Speculations swirl around closure of pro-government Azerbaijani news agency

The Azerbaijani authorities have pulled the plug on the news agency APA, an indication that even reliably pro-government media are not safe in the ongoing crackdown on press in the country.

APA, as well as its sister agencies Lent.az and APA Sport in the company APA Holding, were all shut down on August 1. The authorities did not provide any explanation, but media observers in the country suggest that there could be internal business struggles behind the move.

The apparent pretext for the shutdown was a mistranscription of a speech by President Ilham Aliyev, speaking at an August 1 ceremony giving out cars and homes to war veterans.

“If Armenian leaders continue to stall the negotiations, we will continue our isolation policy and use all our resources to further weaken Armenia,” Aliyev said in his speech. But APA used a different verb, rendering the sentence as: “… will use all our resources to destroy Armenia.” Many Azerbaijani news sites reprint APA stories and so the error spread.

APA quickly apologized for the mistake, but it apparently was not enough. Two days later, the agency’s editor-in-chief Vusala Mahirqizi announced on her Facebook page: “As a result of certain problems, the activity of the sites affiliated with the APA Holding was suspended by the company itself. An investigation has been launched.”

APA was a private agency but it held a privileged position in Azerbaijan, one of three news agencies – along with Trend and AzerTac – to have official access to Aliyev’s events.

“The reality is that there is no media organization in the country that has a stable and legal guarantee,” said media expert Elesger Ehmedoglu in a Facebook post. “Even the institutions that claim to be the most stable can be eliminated within just a few minutes.”
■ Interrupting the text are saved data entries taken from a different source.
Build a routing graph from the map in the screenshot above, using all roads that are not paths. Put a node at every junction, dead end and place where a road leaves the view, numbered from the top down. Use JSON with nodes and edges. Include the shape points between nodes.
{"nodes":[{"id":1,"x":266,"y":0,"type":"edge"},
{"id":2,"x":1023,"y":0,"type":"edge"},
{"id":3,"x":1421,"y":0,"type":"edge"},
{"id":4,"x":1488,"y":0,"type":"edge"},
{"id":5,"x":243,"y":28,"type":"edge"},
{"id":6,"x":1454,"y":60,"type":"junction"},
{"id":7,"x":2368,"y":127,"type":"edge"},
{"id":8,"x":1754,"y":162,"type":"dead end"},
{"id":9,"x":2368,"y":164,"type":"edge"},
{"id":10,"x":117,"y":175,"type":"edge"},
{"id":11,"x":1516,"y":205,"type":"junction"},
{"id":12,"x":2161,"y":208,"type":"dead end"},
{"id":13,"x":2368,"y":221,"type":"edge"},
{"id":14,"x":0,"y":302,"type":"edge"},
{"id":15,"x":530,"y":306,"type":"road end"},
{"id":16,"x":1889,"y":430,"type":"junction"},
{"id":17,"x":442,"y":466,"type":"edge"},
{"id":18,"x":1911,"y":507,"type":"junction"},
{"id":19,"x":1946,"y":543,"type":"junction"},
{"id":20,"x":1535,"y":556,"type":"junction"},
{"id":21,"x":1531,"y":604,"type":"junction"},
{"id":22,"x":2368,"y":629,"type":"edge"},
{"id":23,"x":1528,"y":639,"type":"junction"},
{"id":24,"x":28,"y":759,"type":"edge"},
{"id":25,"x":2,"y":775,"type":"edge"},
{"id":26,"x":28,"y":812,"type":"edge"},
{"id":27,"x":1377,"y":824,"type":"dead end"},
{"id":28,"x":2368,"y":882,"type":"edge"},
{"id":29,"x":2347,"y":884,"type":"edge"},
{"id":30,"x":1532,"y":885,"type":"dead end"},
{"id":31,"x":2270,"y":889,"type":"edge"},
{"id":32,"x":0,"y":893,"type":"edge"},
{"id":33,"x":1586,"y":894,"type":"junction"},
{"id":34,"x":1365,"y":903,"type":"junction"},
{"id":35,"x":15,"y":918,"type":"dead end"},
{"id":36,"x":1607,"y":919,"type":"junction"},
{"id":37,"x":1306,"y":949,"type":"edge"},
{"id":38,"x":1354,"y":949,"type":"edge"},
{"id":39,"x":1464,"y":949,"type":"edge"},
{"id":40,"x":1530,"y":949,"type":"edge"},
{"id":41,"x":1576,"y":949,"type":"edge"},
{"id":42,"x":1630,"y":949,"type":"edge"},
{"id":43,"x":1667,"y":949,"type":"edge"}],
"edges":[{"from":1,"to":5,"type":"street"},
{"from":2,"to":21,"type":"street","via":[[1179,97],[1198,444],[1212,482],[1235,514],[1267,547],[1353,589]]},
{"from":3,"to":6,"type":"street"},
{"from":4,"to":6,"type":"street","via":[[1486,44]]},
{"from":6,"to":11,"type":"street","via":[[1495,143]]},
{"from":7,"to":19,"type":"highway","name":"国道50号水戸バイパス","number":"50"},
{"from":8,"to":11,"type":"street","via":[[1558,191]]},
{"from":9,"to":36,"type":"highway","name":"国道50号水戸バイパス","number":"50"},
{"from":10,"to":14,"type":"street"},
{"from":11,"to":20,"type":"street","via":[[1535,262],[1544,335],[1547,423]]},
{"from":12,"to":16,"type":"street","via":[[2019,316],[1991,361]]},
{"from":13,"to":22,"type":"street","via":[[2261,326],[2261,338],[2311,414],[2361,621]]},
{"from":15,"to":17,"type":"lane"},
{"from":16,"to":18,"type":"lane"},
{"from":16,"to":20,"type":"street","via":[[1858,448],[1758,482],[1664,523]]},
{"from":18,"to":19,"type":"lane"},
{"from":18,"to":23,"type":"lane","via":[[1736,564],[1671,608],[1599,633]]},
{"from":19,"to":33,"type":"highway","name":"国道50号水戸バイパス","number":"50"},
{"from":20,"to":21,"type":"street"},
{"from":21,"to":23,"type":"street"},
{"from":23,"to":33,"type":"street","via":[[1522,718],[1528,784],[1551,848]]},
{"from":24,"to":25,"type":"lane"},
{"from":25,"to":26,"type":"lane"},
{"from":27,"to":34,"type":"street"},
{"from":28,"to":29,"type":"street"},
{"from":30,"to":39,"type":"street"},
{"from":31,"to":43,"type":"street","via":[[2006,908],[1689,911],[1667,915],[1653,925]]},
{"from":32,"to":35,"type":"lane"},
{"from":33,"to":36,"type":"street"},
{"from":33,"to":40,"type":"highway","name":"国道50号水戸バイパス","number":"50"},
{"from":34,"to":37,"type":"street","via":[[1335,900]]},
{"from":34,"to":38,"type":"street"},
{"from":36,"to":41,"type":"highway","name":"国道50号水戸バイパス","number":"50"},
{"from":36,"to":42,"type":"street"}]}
The Azerbaijani authorities have thus far remained silent about the incident. But a board member of the Public Television and Radio Broadcasting Company voiced his support for APA, which employed more than 200 journalists.
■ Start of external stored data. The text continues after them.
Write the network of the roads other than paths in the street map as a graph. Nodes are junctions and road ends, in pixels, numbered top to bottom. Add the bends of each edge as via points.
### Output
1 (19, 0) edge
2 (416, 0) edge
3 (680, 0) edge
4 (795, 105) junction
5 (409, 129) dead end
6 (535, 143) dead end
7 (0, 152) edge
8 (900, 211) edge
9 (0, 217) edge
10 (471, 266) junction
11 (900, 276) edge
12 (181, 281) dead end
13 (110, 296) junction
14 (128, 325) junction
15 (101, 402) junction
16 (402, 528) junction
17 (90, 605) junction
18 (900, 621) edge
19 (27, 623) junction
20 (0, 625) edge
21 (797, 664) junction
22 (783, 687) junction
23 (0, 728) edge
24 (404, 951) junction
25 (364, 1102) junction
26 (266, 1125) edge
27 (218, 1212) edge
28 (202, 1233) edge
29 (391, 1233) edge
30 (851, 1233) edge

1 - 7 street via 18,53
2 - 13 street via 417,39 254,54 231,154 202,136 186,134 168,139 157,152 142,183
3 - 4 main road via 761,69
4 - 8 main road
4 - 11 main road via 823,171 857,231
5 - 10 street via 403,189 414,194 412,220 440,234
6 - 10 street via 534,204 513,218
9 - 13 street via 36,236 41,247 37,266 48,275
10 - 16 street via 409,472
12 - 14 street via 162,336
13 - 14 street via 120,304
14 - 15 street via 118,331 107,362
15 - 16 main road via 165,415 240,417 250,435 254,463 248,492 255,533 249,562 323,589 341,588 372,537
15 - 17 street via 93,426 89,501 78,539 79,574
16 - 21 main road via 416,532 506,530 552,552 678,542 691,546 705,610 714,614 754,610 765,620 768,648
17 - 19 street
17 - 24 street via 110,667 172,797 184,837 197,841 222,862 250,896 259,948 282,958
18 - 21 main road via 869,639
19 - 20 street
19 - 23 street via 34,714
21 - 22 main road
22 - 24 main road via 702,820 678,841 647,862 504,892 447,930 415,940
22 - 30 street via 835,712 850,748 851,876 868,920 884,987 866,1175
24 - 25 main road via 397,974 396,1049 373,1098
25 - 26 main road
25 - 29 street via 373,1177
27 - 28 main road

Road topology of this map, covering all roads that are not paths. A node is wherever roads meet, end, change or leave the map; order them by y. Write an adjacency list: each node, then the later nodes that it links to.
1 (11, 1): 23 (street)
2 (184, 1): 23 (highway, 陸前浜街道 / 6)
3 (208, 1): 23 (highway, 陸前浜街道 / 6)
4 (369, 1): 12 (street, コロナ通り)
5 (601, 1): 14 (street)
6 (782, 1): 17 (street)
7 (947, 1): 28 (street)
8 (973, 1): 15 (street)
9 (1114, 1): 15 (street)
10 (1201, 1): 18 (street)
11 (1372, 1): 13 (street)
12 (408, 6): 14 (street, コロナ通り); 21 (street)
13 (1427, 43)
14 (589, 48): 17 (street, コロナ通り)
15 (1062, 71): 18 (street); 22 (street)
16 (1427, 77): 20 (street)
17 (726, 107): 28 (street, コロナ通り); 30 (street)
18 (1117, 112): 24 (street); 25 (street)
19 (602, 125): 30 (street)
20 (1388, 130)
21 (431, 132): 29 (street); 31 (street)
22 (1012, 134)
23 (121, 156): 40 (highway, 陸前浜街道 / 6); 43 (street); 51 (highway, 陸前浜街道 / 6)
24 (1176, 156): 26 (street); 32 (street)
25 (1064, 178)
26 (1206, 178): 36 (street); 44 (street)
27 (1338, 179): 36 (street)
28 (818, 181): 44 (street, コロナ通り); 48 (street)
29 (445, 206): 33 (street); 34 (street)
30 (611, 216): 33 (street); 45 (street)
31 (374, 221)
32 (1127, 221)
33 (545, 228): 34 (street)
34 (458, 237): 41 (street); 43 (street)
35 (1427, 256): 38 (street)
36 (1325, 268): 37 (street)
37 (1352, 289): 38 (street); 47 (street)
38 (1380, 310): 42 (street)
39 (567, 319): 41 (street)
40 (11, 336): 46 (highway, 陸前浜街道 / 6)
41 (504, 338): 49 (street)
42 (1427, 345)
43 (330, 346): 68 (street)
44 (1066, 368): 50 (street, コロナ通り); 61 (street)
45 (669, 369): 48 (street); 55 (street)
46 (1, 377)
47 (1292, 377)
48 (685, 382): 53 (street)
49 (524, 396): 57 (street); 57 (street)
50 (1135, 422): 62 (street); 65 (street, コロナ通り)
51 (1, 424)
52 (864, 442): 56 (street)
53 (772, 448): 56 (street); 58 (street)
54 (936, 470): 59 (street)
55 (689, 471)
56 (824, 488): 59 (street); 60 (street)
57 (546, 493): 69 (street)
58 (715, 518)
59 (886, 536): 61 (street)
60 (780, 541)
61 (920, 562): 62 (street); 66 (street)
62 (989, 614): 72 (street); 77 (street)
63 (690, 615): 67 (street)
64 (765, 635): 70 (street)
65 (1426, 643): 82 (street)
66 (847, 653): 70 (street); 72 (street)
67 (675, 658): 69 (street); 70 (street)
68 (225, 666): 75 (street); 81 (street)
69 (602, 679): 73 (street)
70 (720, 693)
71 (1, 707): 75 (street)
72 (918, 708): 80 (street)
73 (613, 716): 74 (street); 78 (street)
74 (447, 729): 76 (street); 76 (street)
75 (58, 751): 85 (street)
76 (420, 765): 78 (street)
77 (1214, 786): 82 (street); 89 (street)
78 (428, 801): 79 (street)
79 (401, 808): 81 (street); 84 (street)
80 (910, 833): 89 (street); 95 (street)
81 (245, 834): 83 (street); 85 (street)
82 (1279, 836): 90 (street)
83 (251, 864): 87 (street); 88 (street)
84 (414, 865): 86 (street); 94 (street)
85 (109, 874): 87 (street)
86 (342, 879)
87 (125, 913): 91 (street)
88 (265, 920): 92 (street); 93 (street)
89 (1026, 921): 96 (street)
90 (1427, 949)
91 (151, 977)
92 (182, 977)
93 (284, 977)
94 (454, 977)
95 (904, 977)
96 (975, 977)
“If anything happens to APA, will we able to provide all these journalists with work? Of course not,” he said in a Facebook post. “Therefore I hope APA is restored soon. We understand there was a mistake. They understood it too and immediately corrected it,” Hasret noted. He added: “the removal of a professional media platform like APA will in any case work for the hand of Armenia.”

Prominent investigative journalist Khadija Ismailova also criticized the shutdown. “The government should not manage the media,” she said in a Facebook post. “I wish for my honest colleagues at APA to find a job that does not depend on the whims of the government.”
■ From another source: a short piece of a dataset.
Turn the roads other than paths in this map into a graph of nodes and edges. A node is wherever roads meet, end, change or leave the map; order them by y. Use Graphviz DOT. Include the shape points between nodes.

The shutdown had been preceded by rumors in Azerbaijani media circles that the agency would be closed.

Some media sources, speaking to Eurasianet on condition of anonymity, said that discussions were underway to establish a new news agency under the Buta brand, managed by the Pasha holding company associated with the family of Aliyev’s wife and the vice president, Mehriban Aliyeva. The out-of-work APA journalists would work there, according to these sources.

“A new opponent is coming to the market. His name is said to be ‘Buta’ News Agency. Let’s see …!” wrote Tural Ibadli, a journalist with the Report.az, a government-affiliated outlet, in a Facebook post.

Mahirqizi, APA’s editor-in-chief, addressed the speculation in another Facebook post, on August 14. “I knew big games were being played with APA Holding. But I did not realize that those who created this game would play so openly and dirtily,” she wrote.

“Everyone involved in online media knows that during a day when 700-800 news stories are produced, these kind of mistakes might occur. Although it is impossible to justify it, unfortunately, it is impossible to avoid mistakes,” she wrote

She also implicated well-known pro-government journalist Eynulla Fatullayev, saying that he called her ahead of the closure and warned her that “APA’s book is closing.”

Mahirqizi’s post came a few hours after Fatullayev published an article justifying the closure of APA, saying its mistake “might be understood by the new Armenian government, which has not yet formulated a clear concept on Karabakh, as a declaration of war.” Fatullayev also argued that some of APA’s senior editors’ social media posts made them sound like members of the opposition.